Once downloaded the software will allow you to view your images on your PC, modify your images, add scale bars and labels, process z-stacks and perform some basic analysis of the data. It also allows you to export the images as JPEG or TIFF files for videos for use with other software.
There is also a dongle which will allow acces to LSM Image Examiner software. This can perform the aspects of the image analysis software which is greyed out in the free version. If you require this software please contact Nicola for access to the disc and dongle. The dongle restricts access to one user only at any time, but once access is granted the dongle can be booked out as required.
Online Microscopy Courses
There are some excellent online courses available that cover confocal microscopy and much more.
iBiology have produced an online microscopy course which is freely available, and consist of videos on all major topics in light microscopy given by leaders in the field, labs demonstrating specific techniques at the microscope, and short tips. These are a great resource for all microscopy users in the life sciences and definitely worth a look.

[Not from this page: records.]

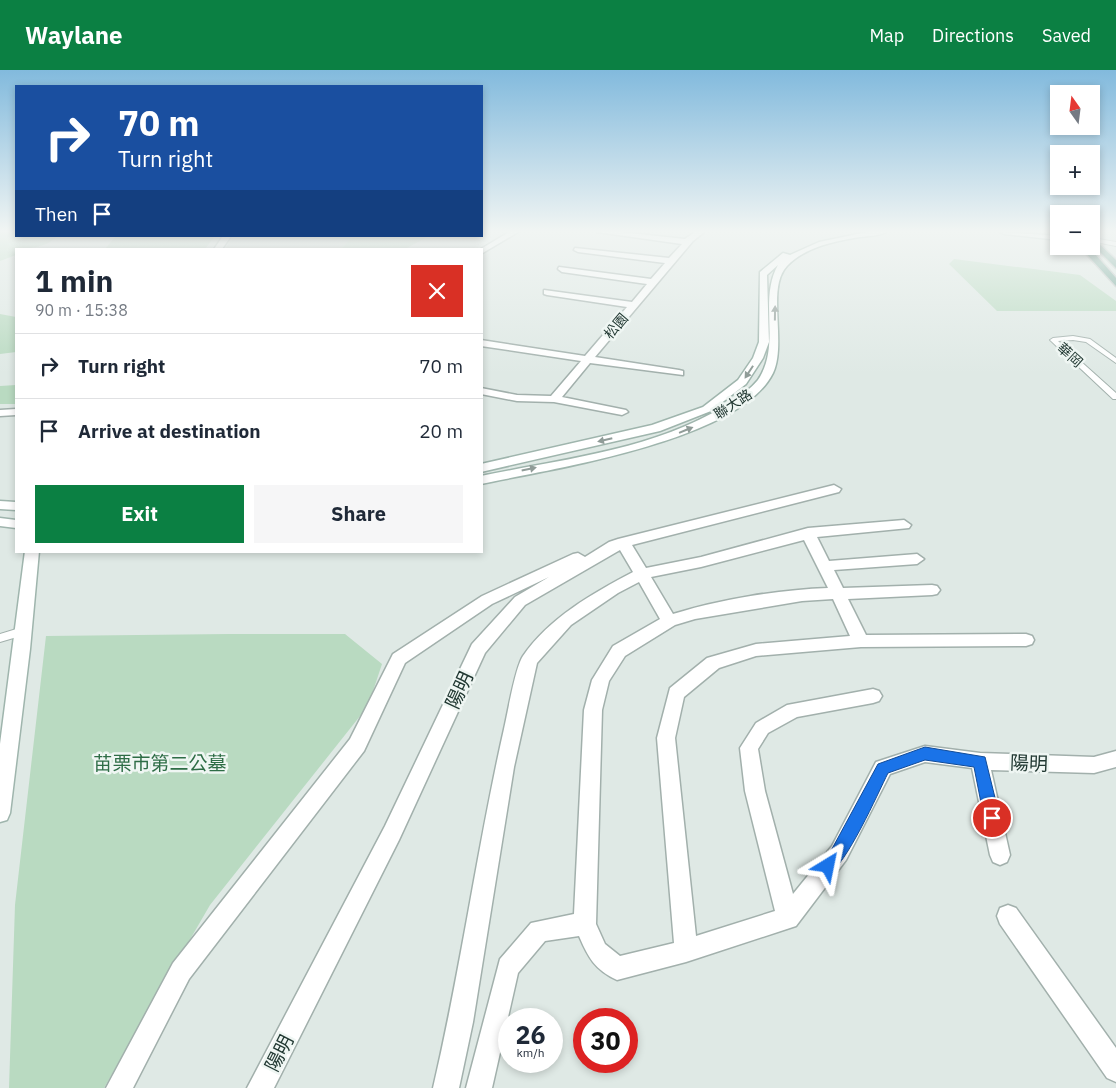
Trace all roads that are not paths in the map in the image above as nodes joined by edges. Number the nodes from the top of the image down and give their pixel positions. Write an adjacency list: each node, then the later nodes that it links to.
1 (636, 280): 5 (street)
2 (655, 280): 5 (street, 松園)
3 (763, 280): 18 (street, 聯大路, one-way to 18)
4 (776, 280): 18 (street, 聯大路, one-way to 4)
5 (653, 282): 7 (street, 松園)
6 (547, 292): 7 (street)
7 (634, 304): 9 (street, 松園)
8 (483, 343): 9 (street)
9 (588, 359): 11 (street); 14 (street, 松園)
10 (1116, 361): 13 (lane, 華岡)
11 (679, 373)
12 (483, 391): 14 (street)
13 (1116, 397)
14 (554, 399): 16 (street)
15 (15, 412): 17 (street)
16 (622, 412)
17 (0, 413)
18 (483, 474)
19 (834, 489): 26 (street, 陽明)
20 (0, 505): 21 (street)
21 (15, 506)
22 (0, 522): 23 (street)
23 (15, 524)
24 (904, 525): 25 (street)
25 (808, 533): 29 (street); 30 (street)
26 (622, 542): 30 (street); 48 (street); 49 (street, 陽明)
27 (32, 553): 35 (street)
28 (917, 559): 29 (street)
29 (825, 566): 32 (street)
30 (642, 574): 33 (street); 50 (street)
31 (932, 590): 32 (street)
32 (838, 594): 33 (street); 37 (street)
33 (668, 621): 45 (street)
34 (0, 638): 35 (lane)
35 (23, 640): 41 (street)
36 (1026, 640): 37 (street)
37 (861, 641): 46 (street)
38 (874, 696): 44 (street)
39 (1116, 759): 40 (street, 陽明)
40 (980, 761): 42 (street); 44 (street, 陽明)
41 (0, 812)
42 (1000, 855)
43 (1008, 916): 47 (street)
44 (788, 918): 46 (street)
45 (584, 924): 46 (street); 51 (street)
46 (686, 951)
47 (1116, 1069)
48 (119, 1088)
49 (260, 1088)
50 (446, 1088)
51 (479, 1088)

There is also a very good confocal training website which includes light microscopy and confocal theory, a practical element and an assessment. This is now compulsory for all new users of the facility but existing users, particularly those who only use the facility infrequently, might find it helpful too.
There is so much information available on the Internet which explains the theory of confocal microscopy in greater detail than has been provided here. A good place to start is with the confocal manufacturers, who all provide well written websites with a large amount of useful information to help you get the most out of your confocal experiments.
Go to Zeiss Microscopy and Imaging for theory, hints and tips for improving your images, specific techniques and applications and some help with fluorophore selection. Zeiss MicroImaging Online Campus also provides more information, articles and tutorials. It is also worth looking at Olympus, Nikon Microscopy and Molecular Expressions, whilst Helsinki University has a confocal tutorial on the principles of confocal microscope and some information on image optimisation.
Again there is much information available regarding the theory behind multiphoton imaging. The sites listed in the confocal theory section above also cover multiphoton imaging. Nikon also provides a good explanation of the theory and techniques while Zeiss lists a number of useful references.
When planning multiple label experiments, or if attempting to deal with background autofluorescence, the careful choice of probes is critical to obtaining good quality images.
For some useful webpages that allow you to examine the compatibility of particular probes, see the manufacturers websites described above. There is also a helpful viewer provided by Invitrogen or the Imaging Facility at the Max Planck Institute. The second option also includes 2 photon excitation information for a number of fluorophores, as well as the chance to view various fluorophores simultaneously in a 2D contour plot
Finally there is some good information on the care and cleaning of objectives.